Some strikes against al-Shabaab have inflicted considerable casualties, with at least 60 recruits dying in an attack on a training camp in Mudug province in the centre of the country last month. But research published last week has suggested that although the overall number of attacks by the extremists has declined slightly, al-Shabaab is adapting to the increasingly lethal air campaign.

Analysts at the Mogadishu-based Hiraal Institute found that the group is conducting fewer massed attacks on government bases but the numbers of strikes against government offices and businesses that refuse to pay its taxes has increased markedly.

The Hiraal Institute report said: “There was a more than a twofold increase in bombings, suggesting that al-Shabaab made a conscious decision to switch to bombings as its primary source of targeting the Somali government and its allies as an efficient attack method that does not expose its men to attacks.”

On Friday, a triple bombing in Mogadishu killed dozens. The attack targeted hotels that had not paid protection money, security sources in the Somali capital said.

Many experts say the struggle against the insurgency has reached a stalemate. Hussein Sheikh Ali, the executive director of the Hiraal Institute and a former national security adviser, said: “Al-Shabab are definitely not getting stronger but the government is not getting stronger either.

“The US has been very active and hitting very serious targets but holding territory is very difficult.”

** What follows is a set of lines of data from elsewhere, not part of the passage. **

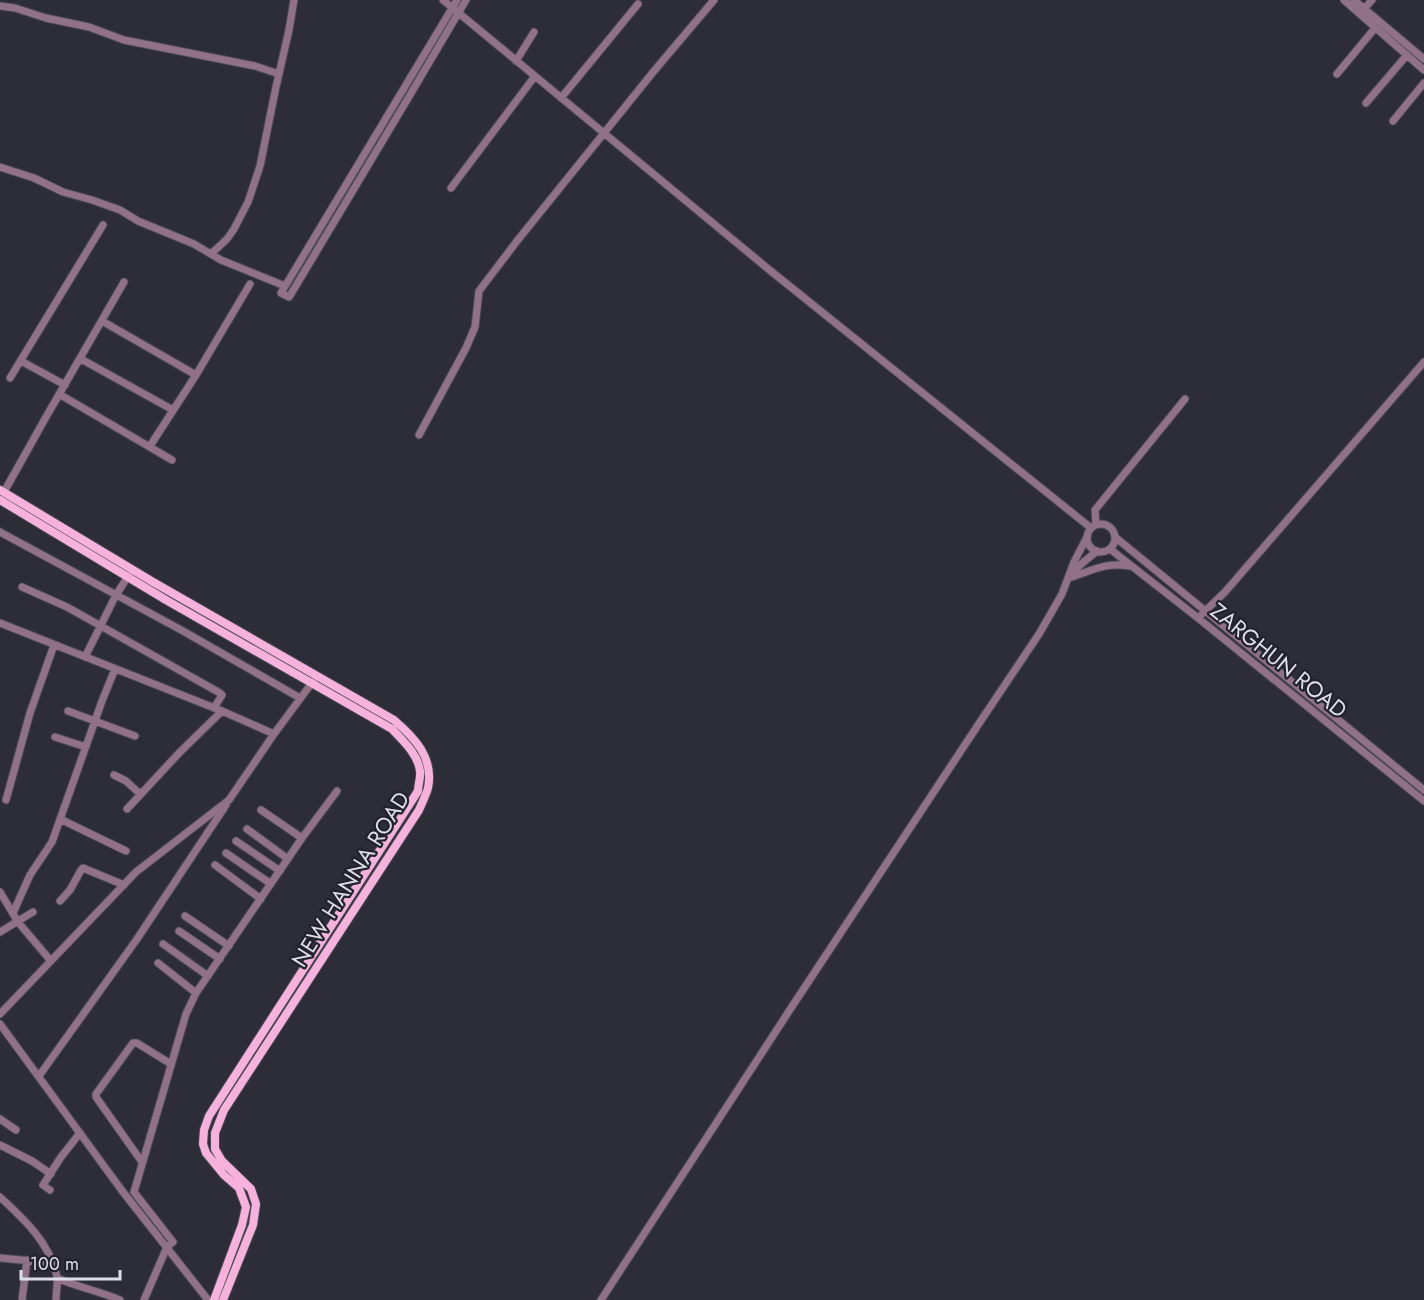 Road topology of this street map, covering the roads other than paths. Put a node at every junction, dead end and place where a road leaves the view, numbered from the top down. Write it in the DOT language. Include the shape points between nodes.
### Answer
graph roads {
  1 [pos="294,0"];
  2 [pos="443,0"];
  3 [pos="457,0"];
  4 [pos="466,0"];
  5 [pos="714,0"];
  6 [pos="1344,0"];
  7 [pos="1354,0"];
  8 [pos="1372,0"];
  9 [pos="13,4"];
  10 [pos="638,4"];
  11 [pos="0,6"];
  12 [pos="455,10"];
  13 [pos="1361,11"];
  14 [pos="1375,28"];
  15 [pos="534,32"];
  16 [pos="1424,46"];
  17 [pos="1412,56"];
  18 [pos="1424,59"];
  19 [pos="516,61"];
  20 [pos="1424,70"];
  21 [pos="279,74"];
  22 [pos="1337,74"];
  23 [pos="535,76"];
  24 [pos="1424,83"];
  25 [pos="561,98"];
  26 [pos="1366,103"];
  27 [pos="1393,122"];
  28 [pos="604,134"];
  29 [pos="0,167"];
  30 [pos="451,188"];
  31 [pos="103,225"];
  32 [pos="211,254"];
  33 [pos="124,282"];
  34 [pos="250,284"];
  35 [pos="285,286"];
  36 [pos="102,321"];
  37 [pos="81,358"];
  38 [pos="21,360"];
  39 [pos="1424,362"];
  40 [pos="196,375"];
  41 [pos="10,378"];
  42 [pos="64,385"];
  43 [pos="59,394"];
  44 [pos="1185,399"];
  45 [pos="173,410"];
  46 [pos="419,435"];
  47 [pos="150,446"];
  48 [pos="172,460"];
  49 [pos="1,494"];
  50 [pos="1093,526"];
  51 [pos="0,532"];
  52 [pos="1088,537"];
  53 [pos="1115,537"];
  54 [pos="1110,549"];
  55 [pos="1097,551"];
  56 [pos="1131,566"];
  57 [pos="130,573"];
  58 [pos="1070,579"];
  59 [pos="22,587"];
  60 [pos="116,596"];
  61 [pos="1204,611"];
  62 [pos="1198,618"];
  63 [pos="1,625"];
  64 [pos="101,626"];
  65 [pos="54,645"];
  66 [pos="85,657"];
  67 [pos="115,669"];
  68 [pos="315,679"];
  69 [pos="300,698"];
  70 [pos="218,710"];
  71 [pos="68,711"];
  72 [pos="94,721"];
  73 [pos="274,734"];
  74 [pos="135,736"];
  75 [pos="55,737"];
  76 [pos="86,747"];
  77 [pos="114,775"];
  78 [pos="1424,790"];
  79 [pos="337,791"];
  80 [pos="140,794"];
  81 [pos="4,797"];
  82 [pos="229,800"];
  83 [pos="1424,801"];
  84 [pos="127,809"];
  85 [pos="261,810"];
  86 [pos="60,819"];
  87 [pos="247,829"];
  88 [pos="302,838"];
  89 [pos="236,841"];
  90 [pos="126,851"];
  91 [pos="226,853"];
  92 [pos="288,859"];
  93 [pos="215,865"];
  94 [pos="280,871"];
  95 [pos="271,884"];
  96 [pos="124,885"];
  97 [pos="0,892"];
  98 [pos="261,899"];
  99 [pos="60,901"];
  100 [pos="33,912"];
  101 [pos="13,914"];
  102 [pos="185,916"];
  103 [pos="18,922"];
  104 [pos="179,931"];
  105 [pos="0,932"];
  106 [pos="163,944"];
  107 [pos="229,946"];
  108 [pos="220,959"];
  109 [pos="51,961"];
  110 [pos="158,963"];
  111 [pos="208,976"];
  112 [pos="196,993"];
  113 [pos="0,1014"];
  114 [pos="0,1024"];
  115 [pos="171,1064"];
  116 [pos="39,1076"];
  117 [pos="0,1119"];
  118 [pos="16,1130"];
  119 [pos="80,1132"];
  120 [pos="0,1145"];
  121 [pos="142,1162"];
  122 [pos="51,1174"];
  123 [pos="50,1190"];
  124 [pos="0,1197"];
  125 [pos="167,1247"];
  126 [pos="0,1258"];
  127 [pos="27,1260"];
  128 [pos="53,1263"];
  129 [pos="57,1278"];
  130 [pos="22,1300"];
  131 [pos="56,1300"];
  132 [pos="120,1300"];
  133 [pos="144,1300"];
  134 [pos="208,1300"];
  135 [pos="214,1300"];
  136 [pos="223,1300"];
  137 [pos="601,1300"];
  1 -- 21 [label="street"];
  2 -- 12 [label="street"];
  3 -- 12 [label="street"];
  4 -- 12 [label="street"];
  5 -- 28 [label="street"];
  6 -- 13 [label="street"];
  7 -- 13 [label="street"];
  8 -- 13 [label="street"];
  9 -- 11 [label="street"];
  9 -- 21 [label="street" via="46,18 89,27 124,40"];
  10 -- 25 [label="street"];
  12 -- 19 [label="street"];
  12 -- 35 [label="street"];
  12 -- 35 [label="street" via="407,100 289,297 281,293"];
  13 -- 14 [label="street"];
  13 -- 17 [label="street"];
  14 -- 17 [label="street"];
  14 -- 22 [label="street"];
  15 -- 19 [label="street"];
  16 -- 17 [label="street"];
  17 -- 18 [label="street"];
  17 -- 20 [label="street"];
  17 -- 26 [label="street"];
  19 -- 23 [label="street"];
  21 -- 32 [label="street" via="260,166 248,202 227,239"];
  23 -- 25 [label="street"];
  23 -- 30 [label="street"];
  24 -- 27 [label="street"];
  25 -- 28 [label="street"];
  28 -- 46 [label="street" via="479,291 475,327"];
  28 -- 50 [label="street" via="772,273"];
  29 -- 32 [label="street" via="128,213"];
  31 -- 38 [label="street"];
  32 -- 35 [label="street"];
  33 -- 36 [label="street"];
  34 -- 40 [label="street"];
  36 -- 37 [label="street"];
  36 -- 40 [label="street"];
  37 -- 42 [label="street"];
  37 -- 45 [label="street"];
  38 -- 41 [label="street"];
  38 -- 42 [label="street"];
  39 -- 61 [label="street" via="1225,592"];
  40 -- 45 [label="street"];
  42 -- 43 [label="street"];
  43 -- 47 [label="street"];
  43 -- 49 [label="street"];
  44 -- 50 [label="street" via="1095,510"];
  45 -- 47 [label="street"];
  47 -- 48 [label="street"];
  49 -- 57 [label="main road, NEW HANNA ROAD"];
  50 -- 52 [label="street"];
  50 -- 53 [label="street" via="1108,526"];
  51 -- 60 [label="street"];
  52 -- 55 [label="street"];
  52 -- 58 [label="street" via="1074,562"];
  53 -- 54 [label="street"];
  53 -- 61 [label="street"];
  54 -- 55 [label="street"];
  54 -- 56 [label="street, ZARGHUN ROAD"];
  55 -- 58 [label="street"];
  56 -- 58 [label="street" via="1099,567"];
  56 -- 62 [label="street, ZARGHUN ROAD"];
  57 -- 60 [label="street"];
  57 -- 68 [label="main road, NEW HANNA ROAD"];
  58 -- 137 [label="street" via="1039,634"];
  59 -- 64 [label="street"];
  60 -- 64 [label="street"];
  60 -- 69 [label="street"];
  61 -- 62 [label="street"];
  61 -- 78 [label="street"];
  62 -- 83 [label="street, ZARGHUN ROAD"];
  63 -- 65 [label="street"];
  64 -- 66 [label="street"];
  64 -- 70 [label="street" via="220,693"];
  65 -- 66 [label="street"];
  65 -- 81 [label="street"];
  66 -- 67 [label="street"];
  67 -- 70 [label="street"];
  67 -- 72 [label="street"];
  68 -- 69 [label="street"];
  68 -- 135 [label="main road, NEW HANNA ROAD" via="392,729 407,745 420,772 418,791 209,1116 204,1130 206,1153 239,1188 246,1207"];
  68 -- 136 [label="main road, NEW HANNA ROAD" via="394,720 412,736 429,768 428,789 419,810 224,1110 215,1133 214,1149 251,1189 256,1204 253,1225"];
  69 -- 73 [label="street"];
  70 -- 73 [label="street"];
  70 -- 80 [label="street"];
  71 -- 72 [label="street"];
  72 -- 74 [label="street"];
  72 -- 76 [label="street"];
  73 -- 82 [label="street"];
  75 -- 76 [label="street"];
  76 -- 86 [label="street"];
  77 -- 80 [label="street"];
  79 -- 88 [label="street"];
  80 -- 84 [label="street"];
  82 -- 96 [label="street"];
  82 -- 116 [label="street" via="137,939"];
  85 -- 88 [label="street"];
  86 -- 90 [label="street"];
  86 -- 101 [label="street" via="52,842 30,875"];
  87 -- 92 [label="street"];
  88 -- 92 [label="street"];
  89 -- 94 [label="street"];
  91 -- 95 [label="street"];
  92 -- 94 [label="street"];
  93 -- 98 [label="street"];
  94 -- 95 [label="street"];
  95 -- 98 [label="street"];
  96 -- 99 [label="street" via="84,868"];
  96 -- 109 [label="street"];
  97 -- 101 [label="street"];
  98 -- 107 [label="street"];
  100 -- 103 [label="street"];
  101 -- 103 [label="street"];
  102 -- 107 [label="street"];
  103 -- 105 [label="street"];
  103 -- 109 [label="street"];
  104 -- 108 [label="street"];
  106 -- 111 [label="street"];
  107 -- 108 [label="street"];
  108 -- 111 [label="street"];
  109 -- 113 [label="street"];
  110 -- 112 [label="street"];
  111 -- 112 [label="street"];
  112 -- 115 [label="street"];
  114 -- 116 [label="street"];
  115 -- 121 [label="street"];
  115 -- 121 [label="street" via="132,1042 96,1094"];
  116 -- 119 [label="street"];
  117 -- 118 [label="street"];
  119 -- 122 [label="street"];
  119 -- 125 [label="street"];
  120 -- 122 [label="street"];
  121 -- 125 [label="street" via="134,1192 173,1242"];
  122 -- 123 [label="street" via="43,1185"];
  124 -- 128 [label="street" via="23,1218 48,1250"];
  125 -- 133 [label="street"];
  125 -- 134 [label="street"];
  126 -- 127 [label="street"];
  127 -- 128 [label="street"];
  127 -- 130 [label="street"];
  128 -- 129 [label="street"];
  129 -- 131 [label="street"];
  129 -- 132 [label="street"];
}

It is clear that al-Shabaab is under pressure. The group has been extorting huge sums from starving communities and forcibly recruiting hundreds of children as soldiers and suicide bombers. This has been revealed in intelligence documents, transcripts of interrogations with defectors and interviews conducted by the Guardian, which also show that swaths of central and southern Somalia are controlled by the extremists.

Most international analysts agree that the conflict is deadlocked. Bill Roggio, of the Long War Journal, a specialist counter-terrorism website, wrote last month: “Sustained attacks demonstrate that al-Shabaab retains the ability to launch conventional offensives, in addition to its terrorist attack capability.

The US military maintains that airstrikes “reduce al-Shabaab’s ability to plot future attacks, disrupt its leadership networks and degrade its freedom of manoeuvre within the region”.